* _Stored data entries_
════

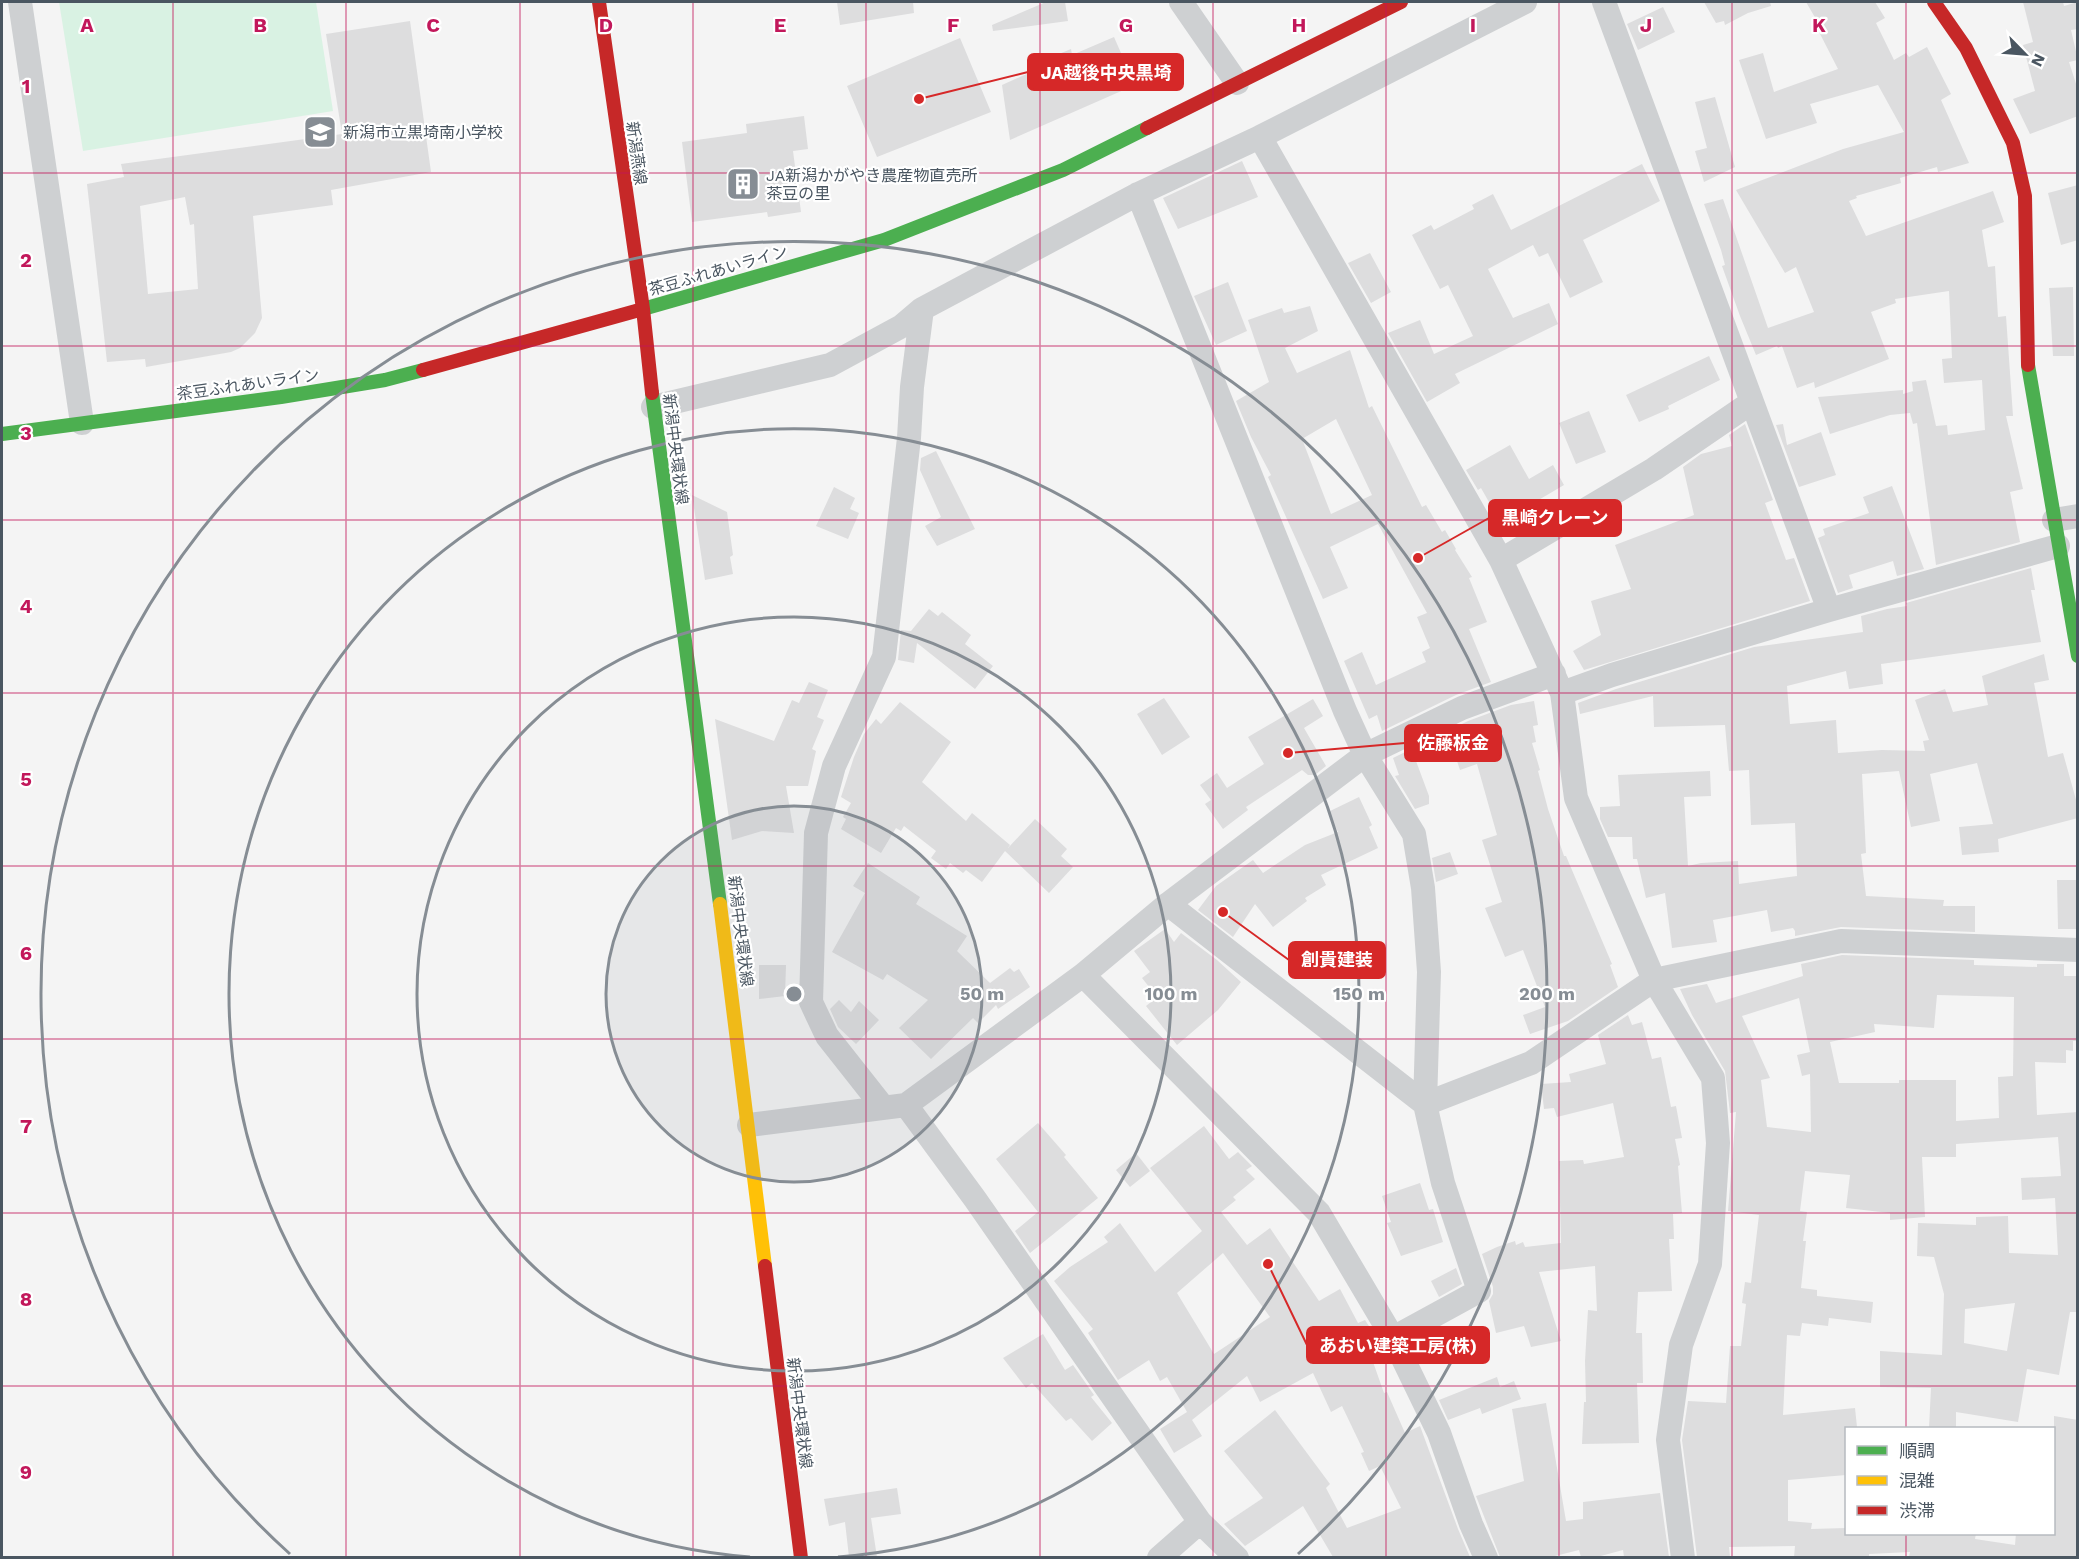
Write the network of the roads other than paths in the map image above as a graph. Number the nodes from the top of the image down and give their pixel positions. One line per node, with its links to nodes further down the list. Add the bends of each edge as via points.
1 (20, 2): 15 (street)
2 (599, 2): 11 (main road, 新潟燕線)
3 (1181, 2): 8 (street)
4 (1401, 2): 8 (main road, 茶豆ふれあいライン)
5 (1525, 2): 9 (street)
6 (1604, 2): 13 (street)
7 (1934, 2): 18 (main road, via 1966,48 2013,143 2018,164 2025,196 2028,368)
8 (1237, 83): 11 (main road, 茶豆ふれあいライン, via 1063,170 884,240)
9 (1260, 137): 10 (street); 20 (street)
10 (1138, 194): 12 (street); 24 (street)
11 (643, 309): 14 (main road, 新潟中央環状線); 15 (main road, 茶豆ふれあいライン, via 385,380)
12 (922, 309): 14 (street, via 902,326 830,365); 30 (street, via 884,657 834,766 816,832 811,1002 827,1036)
13 (1752, 402): 20 (street, via 1654,469); 21 (street)
14 (653, 407): 31 (main road, 新潟中央環状線)
15 (82, 423): 16 (main road, 茶豆ふれあいライン)
16 (2, 434)
17 (2078, 516): 18 (street)
18 (2054, 520): 19 (main road)
19 (2058, 546): 21 (street); 22 (main road)
20 (1501, 560): 23 (street)
21 (1829, 610): 23 (street, via 1612,675)
22 (2078, 656)
23 (1558, 684): 24 (street, via 1462,708); 28 (street, via 1575,798)
24 (1365, 755): 25 (street); 29 (street, via 1414,834 1423,888 1429,972)
25 (1168, 904): 27 (street); 29 (street)
26 (2078, 950): 28 (street, via 1841,941)
27 (1083, 975): 30 (street); 32 (street, via 1319,1213)
28 (1654, 980): 29 (street, via 1531,1063); 38 (street, via 1713,1078 1718,1143 1710,1264 1681,1345 1668,1440)
29 (1425, 1104): 32 (street, via 1443,1184 1479,1291)
30 (895, 1106): 31 (street); 33 (street, via 975,1199)
31 (748, 1125): 34 (main road, 新潟中央環状線)
32 (1393, 1338): 37 (street, via 1439,1433)
33 (1200, 1522): 35 (street); 36 (street)
34 (801, 1557)
35 (1159, 1557)
36 (1237, 1557)
37 (1486, 1557)
38 (1683, 1557)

════

* _Task details_
The answer must be an exact copy of the records, with no pictures in it.

* _Exercise result_
Write the network of the roads other than paths in the map image above as a graph. Number the nodes from the top of the image down and give their pixel positions. One line per node, with its links to nodes further down the list. Add the bends of each edge as via points.
1 (20, 2): 15 (street)
2 (599, 2): 11 (main road, 新潟燕線)
3 (1181, 2): 8 (street)
4 (1401, 2): 8 (main road, 茶豆ふれあいライン)
5 (1525, 2): 9 (street)
6 (1604, 2): 13 (street)
7 (1934, 2): 18 (main road, via 1966,48 2013,143 2018,164 2025,196 2028,368)
8 (1237, 83): 11 (main road, 茶豆ふれあいライン, via 1063,170 884,240)
9 (1260, 137): 10 (street); 20 (street)
10 (1138, 194): 12 (street); 24 (street)
11 (643, 309): 14 (main road, 新潟中央環状線); 15 (main road, 茶豆ふれあいライン, via 385,380)
12 (922, 309): 14 (street, via 902,326 830,365); 30 (street, via 884,657 834,766 816,832 811,1002 827,1036)
13 (1752, 402): 20 (street, via 1654,469); 21 (street)
14 (653, 407): 31 (main road, 新潟中央環状線)
15 (82, 423): 16 (main road, 茶豆ふれあいライン)
16 (2, 434)
17 (2078, 516): 18 (street)
18 (2054, 520): 19 (main road)
19 (2058, 546): 21 (street); 22 (main road)
20 (1501, 560): 23 (street)
21 (1829, 610): 23 (street, via 1612,675)
22 (2078, 656)
23 (1558, 684): 24 (street, via 1462,708); 28 (street, via 1575,798)
24 (1365, 755): 25 (street); 29 (street, via 1414,834 1423,888 1429,972)
25 (1168, 904): 27 (street); 29 (street)
26 (2078, 950): 28 (street, via 1841,941)
27 (1083, 975): 30 (street); 32 (street, via 1319,1213)
28 (1654, 980): 29 (street, via 1531,1063); 38 (street, via 1713,1078 1718,1143 1710,1264 1681,1345 1668,1440)
29 (1425, 1104): 32 (street, via 1443,1184 1479,1291)
30 (895, 1106): 31 (street); 33 (street, via 975,1199)
31 (748, 1125): 34 (main road, 新潟中央環状線)
32 (1393, 1338): 37 (street, via 1439,1433)
33 (1200, 1522): 35 (street); 36 (street)
34 (801, 1557)
35 (1159, 1557)
36 (1237, 1557)
37 (1486, 1557)
38 (1683, 1557)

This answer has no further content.